Working with my supervisor Olivia Crosby, I was involved in three projects, each at different phases of completion. This was extremely convenient because it essentially gave me a crash course on every phase of exhibit design — concept/schematic design, design development, and final design. But unlike the exhibit design course I had just taken the prior semester, I worked exclusively digitally (although there were some physical models in our studio). My responsibilities consisted of fine-tuning slide decks and InDesign files (yes, exhibition design apparently happens in InDesign!), sketching ideas, organizing visual research, and mocking up wall designs on top of renders completed by the in-house 3D team. Besides those three projects, I also collaborated with the Creative Technologist intern Ekemini Nkanta on a prototype for an AR mirror concept.

What I Learned

Workflow for designing elevations in InDesign
Formatting for client slide decks
How to sketch design concepts
Methods for pitching ideas to a team
Tips for navigating office politics

Fall 2022

Now in my second year at RISD, my cohort doubled in size to include the incoming students starting the 2-year MFA program. Working alongside seven new peers, we began working on things that were more in line with a graduate curriculum — open-ended projects that forced us to explore our values and develop a personal voice.
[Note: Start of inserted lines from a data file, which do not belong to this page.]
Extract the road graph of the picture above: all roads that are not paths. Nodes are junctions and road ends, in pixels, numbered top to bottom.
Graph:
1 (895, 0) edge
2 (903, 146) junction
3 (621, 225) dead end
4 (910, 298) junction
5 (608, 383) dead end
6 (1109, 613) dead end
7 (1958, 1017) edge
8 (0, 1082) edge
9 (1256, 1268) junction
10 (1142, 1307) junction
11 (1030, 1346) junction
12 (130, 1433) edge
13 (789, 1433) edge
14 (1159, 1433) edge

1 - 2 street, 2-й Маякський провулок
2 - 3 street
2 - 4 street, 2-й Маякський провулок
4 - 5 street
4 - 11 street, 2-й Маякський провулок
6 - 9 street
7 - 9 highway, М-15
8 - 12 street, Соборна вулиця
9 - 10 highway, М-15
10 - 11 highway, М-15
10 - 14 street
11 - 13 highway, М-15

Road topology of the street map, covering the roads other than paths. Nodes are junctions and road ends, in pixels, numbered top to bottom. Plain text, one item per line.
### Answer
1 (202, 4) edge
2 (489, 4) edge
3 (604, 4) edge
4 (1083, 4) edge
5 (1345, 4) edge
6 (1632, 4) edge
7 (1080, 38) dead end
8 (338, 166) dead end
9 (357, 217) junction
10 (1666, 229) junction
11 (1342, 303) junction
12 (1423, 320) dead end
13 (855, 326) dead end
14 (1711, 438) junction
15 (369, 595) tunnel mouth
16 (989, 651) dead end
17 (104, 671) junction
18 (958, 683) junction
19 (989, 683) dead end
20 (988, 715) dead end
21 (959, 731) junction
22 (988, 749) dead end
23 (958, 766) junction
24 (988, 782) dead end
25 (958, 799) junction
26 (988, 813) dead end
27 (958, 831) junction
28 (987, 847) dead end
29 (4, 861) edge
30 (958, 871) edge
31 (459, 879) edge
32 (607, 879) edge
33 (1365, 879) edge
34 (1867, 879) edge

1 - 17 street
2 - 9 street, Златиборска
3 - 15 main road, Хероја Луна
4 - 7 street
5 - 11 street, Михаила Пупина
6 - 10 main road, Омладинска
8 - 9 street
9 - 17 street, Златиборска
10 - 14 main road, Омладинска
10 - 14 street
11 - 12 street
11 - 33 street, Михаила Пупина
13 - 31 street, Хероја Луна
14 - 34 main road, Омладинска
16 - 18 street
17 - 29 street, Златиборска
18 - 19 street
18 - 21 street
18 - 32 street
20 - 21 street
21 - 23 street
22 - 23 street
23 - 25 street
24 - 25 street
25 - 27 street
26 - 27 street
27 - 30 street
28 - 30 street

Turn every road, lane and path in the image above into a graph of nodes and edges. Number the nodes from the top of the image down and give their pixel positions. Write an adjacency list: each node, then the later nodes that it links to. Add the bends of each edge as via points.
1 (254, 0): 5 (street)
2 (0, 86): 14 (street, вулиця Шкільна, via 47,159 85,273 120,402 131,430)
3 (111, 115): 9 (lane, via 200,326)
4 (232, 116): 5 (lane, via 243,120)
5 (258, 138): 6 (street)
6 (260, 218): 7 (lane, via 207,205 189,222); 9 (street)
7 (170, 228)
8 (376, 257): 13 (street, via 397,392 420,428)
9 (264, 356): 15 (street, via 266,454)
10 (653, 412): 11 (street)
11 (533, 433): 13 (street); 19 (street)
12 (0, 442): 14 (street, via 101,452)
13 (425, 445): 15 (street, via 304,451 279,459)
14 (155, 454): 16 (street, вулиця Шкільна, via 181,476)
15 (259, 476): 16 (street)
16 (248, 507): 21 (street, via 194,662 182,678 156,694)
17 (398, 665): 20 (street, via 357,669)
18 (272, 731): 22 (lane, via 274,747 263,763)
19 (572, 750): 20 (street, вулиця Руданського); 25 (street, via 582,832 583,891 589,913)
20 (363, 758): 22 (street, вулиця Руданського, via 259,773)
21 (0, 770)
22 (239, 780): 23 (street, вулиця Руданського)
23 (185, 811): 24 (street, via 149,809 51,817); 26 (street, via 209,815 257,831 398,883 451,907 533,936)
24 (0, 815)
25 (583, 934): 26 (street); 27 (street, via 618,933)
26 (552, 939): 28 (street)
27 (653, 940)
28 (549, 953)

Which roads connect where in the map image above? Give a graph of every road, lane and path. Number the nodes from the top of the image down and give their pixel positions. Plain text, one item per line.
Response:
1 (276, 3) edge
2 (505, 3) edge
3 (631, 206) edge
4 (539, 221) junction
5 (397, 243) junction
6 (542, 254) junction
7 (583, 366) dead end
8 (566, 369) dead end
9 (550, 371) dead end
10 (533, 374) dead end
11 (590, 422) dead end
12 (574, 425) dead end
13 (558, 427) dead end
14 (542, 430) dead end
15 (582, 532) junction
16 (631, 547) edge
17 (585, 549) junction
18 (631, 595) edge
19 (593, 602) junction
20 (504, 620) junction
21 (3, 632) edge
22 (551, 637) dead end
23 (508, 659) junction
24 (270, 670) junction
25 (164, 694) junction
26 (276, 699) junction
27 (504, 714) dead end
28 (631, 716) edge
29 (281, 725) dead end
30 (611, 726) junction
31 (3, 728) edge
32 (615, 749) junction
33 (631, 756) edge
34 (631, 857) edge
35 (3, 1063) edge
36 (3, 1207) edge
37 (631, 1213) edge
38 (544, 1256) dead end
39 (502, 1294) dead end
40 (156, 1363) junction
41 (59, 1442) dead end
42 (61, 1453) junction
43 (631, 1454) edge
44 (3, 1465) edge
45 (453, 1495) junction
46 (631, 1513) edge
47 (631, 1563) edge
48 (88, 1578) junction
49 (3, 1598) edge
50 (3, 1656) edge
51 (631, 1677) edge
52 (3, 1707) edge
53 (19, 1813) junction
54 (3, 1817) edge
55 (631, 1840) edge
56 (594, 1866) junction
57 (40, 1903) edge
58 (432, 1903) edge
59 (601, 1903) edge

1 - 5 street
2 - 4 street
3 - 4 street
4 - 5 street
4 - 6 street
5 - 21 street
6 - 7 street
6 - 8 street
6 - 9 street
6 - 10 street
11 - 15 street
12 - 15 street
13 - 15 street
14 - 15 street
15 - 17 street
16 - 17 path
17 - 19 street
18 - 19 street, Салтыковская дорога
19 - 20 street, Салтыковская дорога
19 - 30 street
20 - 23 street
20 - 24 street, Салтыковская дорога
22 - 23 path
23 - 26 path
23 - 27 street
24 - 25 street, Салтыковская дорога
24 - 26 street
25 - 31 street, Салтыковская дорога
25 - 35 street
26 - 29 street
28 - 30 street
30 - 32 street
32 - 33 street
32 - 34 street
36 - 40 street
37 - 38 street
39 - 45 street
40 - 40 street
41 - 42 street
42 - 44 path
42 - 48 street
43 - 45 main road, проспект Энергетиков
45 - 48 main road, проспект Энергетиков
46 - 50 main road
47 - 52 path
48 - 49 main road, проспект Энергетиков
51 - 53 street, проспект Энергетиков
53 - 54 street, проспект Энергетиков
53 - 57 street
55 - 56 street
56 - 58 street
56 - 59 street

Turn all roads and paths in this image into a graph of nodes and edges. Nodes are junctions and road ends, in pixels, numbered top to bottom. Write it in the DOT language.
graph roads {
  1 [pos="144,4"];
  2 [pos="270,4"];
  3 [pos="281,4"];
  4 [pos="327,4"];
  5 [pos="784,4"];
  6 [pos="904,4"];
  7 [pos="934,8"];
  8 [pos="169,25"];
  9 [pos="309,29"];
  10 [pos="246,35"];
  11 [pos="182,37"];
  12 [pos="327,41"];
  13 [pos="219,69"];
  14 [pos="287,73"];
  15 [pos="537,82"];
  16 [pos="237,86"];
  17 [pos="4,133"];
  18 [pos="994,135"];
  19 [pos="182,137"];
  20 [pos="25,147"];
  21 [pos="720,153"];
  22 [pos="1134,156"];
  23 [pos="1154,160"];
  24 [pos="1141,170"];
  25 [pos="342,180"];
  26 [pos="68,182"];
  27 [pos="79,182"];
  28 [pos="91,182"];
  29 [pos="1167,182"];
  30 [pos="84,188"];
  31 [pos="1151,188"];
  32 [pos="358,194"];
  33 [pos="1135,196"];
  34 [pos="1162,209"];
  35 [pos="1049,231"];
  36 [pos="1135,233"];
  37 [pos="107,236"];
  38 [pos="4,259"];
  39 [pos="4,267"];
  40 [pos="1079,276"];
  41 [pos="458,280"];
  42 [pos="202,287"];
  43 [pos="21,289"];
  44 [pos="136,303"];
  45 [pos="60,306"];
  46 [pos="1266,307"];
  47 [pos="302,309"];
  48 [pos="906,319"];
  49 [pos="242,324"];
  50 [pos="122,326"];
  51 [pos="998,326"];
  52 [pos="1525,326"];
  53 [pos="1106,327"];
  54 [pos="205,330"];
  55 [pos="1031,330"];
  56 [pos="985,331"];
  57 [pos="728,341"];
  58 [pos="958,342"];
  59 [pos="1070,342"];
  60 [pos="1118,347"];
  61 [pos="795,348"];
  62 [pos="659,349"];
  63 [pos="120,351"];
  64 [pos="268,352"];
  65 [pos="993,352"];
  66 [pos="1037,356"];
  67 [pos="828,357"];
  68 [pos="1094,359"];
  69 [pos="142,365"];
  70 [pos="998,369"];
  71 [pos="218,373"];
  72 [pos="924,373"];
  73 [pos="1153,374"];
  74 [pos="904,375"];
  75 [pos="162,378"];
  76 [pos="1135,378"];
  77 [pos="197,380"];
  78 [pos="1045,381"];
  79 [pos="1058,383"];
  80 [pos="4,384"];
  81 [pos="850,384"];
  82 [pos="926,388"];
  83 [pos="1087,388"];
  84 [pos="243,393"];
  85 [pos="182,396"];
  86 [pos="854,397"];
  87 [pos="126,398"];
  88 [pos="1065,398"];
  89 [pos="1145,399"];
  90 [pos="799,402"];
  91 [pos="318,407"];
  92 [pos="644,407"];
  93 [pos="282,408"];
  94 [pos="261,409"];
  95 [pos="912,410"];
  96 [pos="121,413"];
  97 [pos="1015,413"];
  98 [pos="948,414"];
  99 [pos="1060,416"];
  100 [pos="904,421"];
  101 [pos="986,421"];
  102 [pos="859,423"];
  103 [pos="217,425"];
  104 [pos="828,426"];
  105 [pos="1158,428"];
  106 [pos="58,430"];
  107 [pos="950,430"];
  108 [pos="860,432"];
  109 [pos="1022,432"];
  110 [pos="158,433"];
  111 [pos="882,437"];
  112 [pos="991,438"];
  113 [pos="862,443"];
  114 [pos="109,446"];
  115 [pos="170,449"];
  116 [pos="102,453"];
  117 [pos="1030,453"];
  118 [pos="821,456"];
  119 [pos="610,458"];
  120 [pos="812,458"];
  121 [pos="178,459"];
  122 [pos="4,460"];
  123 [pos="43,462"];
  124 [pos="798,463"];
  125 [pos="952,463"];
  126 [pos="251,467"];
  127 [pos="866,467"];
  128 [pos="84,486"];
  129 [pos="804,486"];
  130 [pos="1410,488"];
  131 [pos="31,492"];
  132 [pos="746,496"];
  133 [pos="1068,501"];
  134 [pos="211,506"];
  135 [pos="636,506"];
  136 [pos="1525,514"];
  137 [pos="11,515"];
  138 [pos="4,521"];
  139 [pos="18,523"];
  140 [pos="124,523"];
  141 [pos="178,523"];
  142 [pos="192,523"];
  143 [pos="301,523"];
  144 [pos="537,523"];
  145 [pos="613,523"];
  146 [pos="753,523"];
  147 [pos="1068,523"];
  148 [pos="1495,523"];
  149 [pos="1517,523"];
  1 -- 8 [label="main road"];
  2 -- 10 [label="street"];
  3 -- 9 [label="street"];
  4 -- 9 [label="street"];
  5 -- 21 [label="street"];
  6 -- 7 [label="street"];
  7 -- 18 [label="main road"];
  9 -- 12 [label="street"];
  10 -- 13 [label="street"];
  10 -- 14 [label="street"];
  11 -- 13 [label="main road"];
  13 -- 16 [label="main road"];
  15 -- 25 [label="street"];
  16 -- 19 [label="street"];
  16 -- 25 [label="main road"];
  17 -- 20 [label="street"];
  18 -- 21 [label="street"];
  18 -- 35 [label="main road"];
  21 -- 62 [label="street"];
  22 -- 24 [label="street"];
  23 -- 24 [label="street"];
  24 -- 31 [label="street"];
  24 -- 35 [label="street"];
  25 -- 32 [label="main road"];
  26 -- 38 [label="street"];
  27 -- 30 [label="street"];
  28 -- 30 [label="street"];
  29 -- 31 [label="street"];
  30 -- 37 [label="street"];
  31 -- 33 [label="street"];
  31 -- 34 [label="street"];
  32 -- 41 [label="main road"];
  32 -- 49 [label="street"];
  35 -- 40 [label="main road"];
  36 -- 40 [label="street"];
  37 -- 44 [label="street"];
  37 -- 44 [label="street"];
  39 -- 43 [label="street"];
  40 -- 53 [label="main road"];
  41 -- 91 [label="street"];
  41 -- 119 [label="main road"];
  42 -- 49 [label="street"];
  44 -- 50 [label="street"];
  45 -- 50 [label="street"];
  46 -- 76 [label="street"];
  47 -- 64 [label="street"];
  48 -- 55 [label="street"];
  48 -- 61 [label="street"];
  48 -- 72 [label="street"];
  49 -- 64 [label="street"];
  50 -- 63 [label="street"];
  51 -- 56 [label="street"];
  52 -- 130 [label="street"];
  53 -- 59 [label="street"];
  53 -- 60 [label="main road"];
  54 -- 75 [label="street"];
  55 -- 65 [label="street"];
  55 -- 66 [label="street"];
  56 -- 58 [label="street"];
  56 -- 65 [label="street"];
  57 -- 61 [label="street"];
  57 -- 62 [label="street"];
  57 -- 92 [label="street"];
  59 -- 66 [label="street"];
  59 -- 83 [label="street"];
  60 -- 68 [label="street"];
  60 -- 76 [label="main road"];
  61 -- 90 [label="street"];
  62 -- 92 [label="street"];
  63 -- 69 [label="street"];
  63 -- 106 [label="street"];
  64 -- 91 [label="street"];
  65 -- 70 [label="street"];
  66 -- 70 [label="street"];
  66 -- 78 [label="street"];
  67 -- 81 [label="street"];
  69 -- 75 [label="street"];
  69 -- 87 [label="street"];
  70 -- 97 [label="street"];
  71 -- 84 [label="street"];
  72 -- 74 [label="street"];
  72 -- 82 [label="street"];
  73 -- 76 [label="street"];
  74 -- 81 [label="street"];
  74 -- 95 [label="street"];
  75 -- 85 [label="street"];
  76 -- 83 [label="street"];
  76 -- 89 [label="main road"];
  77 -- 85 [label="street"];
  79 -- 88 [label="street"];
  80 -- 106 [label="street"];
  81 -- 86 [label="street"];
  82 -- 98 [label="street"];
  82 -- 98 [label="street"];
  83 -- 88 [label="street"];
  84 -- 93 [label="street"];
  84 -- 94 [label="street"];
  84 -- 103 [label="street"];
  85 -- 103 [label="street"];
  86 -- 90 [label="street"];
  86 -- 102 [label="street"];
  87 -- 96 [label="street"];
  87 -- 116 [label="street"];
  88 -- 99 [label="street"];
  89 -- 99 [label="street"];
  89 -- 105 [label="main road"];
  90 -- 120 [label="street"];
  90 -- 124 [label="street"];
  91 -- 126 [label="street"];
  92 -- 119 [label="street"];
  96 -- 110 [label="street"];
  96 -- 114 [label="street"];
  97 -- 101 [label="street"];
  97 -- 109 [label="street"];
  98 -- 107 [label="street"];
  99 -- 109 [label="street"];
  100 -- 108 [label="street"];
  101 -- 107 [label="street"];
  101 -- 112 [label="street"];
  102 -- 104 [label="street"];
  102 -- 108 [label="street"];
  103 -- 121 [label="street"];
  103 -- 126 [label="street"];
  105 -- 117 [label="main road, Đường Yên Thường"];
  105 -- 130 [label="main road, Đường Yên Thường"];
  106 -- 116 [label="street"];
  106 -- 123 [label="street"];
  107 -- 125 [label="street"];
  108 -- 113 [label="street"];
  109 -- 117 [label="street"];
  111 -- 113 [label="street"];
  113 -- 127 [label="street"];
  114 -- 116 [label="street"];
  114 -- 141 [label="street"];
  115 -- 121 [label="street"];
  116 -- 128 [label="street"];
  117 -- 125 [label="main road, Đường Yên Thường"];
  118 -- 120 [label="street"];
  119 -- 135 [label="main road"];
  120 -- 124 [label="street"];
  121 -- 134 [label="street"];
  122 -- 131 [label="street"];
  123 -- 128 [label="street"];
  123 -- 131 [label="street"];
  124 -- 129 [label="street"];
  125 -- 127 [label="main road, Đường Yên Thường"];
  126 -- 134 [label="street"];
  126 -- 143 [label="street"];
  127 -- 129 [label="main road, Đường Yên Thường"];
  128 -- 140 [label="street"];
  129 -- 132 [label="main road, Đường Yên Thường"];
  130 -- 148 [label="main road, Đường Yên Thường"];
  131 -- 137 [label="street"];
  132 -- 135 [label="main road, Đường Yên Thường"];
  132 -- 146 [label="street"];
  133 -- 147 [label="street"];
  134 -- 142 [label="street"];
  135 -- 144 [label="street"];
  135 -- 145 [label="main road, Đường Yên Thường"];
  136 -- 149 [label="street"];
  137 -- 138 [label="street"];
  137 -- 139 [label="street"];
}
Graduate Studio I, taught by Bethany Johns and Ramon Tejada

Bethany and Ramon guided us through research-oriented projects that had us looking at places and objects to find deeper meanings and stories hidden within. Our first project was a collaborative publication about our identities, our unique perspectives, and our roles in the local community. The second project was a deep-dive into a specific artifact from the Providence Public Library. I selected a vintage whist playing board, which inspired me to think about games, rules, and what it means to play something. Additionally, this course marked the first time I began collaborating with my peers, developing websites that helped me sharpen and expand my skills as a coder.

What I Learned

How to collaborate
Research methods
Collage techniques
Narrative storytelling
Self-taught How to populate data from a spreadsheet
Self-taught Approaches to generative art using CSS
Self-taught Face detection JavaScript libraries

Graduate Type Studio III, taught by Doug Scott

One more course with Doug! Even though this course was the end of the graduate typography curriculum, it covered the fundamentals of typographic terminology, craft, and process. We started with an exercise in rearranging unorganized information into an accessible format, then moved on to typesetting a short book, creating several editorial typographic illustrations, and finally conceiving of a wide-ranging brand identity. Each project started with a practical prompt that emulated “real-world” design work, made even more realistic due to constantly overlapping deadlines.

What I Learned

Methods for organizing information
Editorial typographic illustrations

SOURCE, taught by Eric Li

At the time, RISD did not have a core curriculum in coding. This meant that there were frequently thematic coding courses, like Marie’s from before and Eric’s now, that popped up and offered their own take on an introductory web programming curriculum. Eric’s perspective on coding was much more in line with a traditional computer science regimen, which I found helpful in determining best practices and setting a solid foundation to keep building on. This was the first time that I felt like I actually understood how web code worked, and wasn’t just reusing pre-coded demos to create my own projects.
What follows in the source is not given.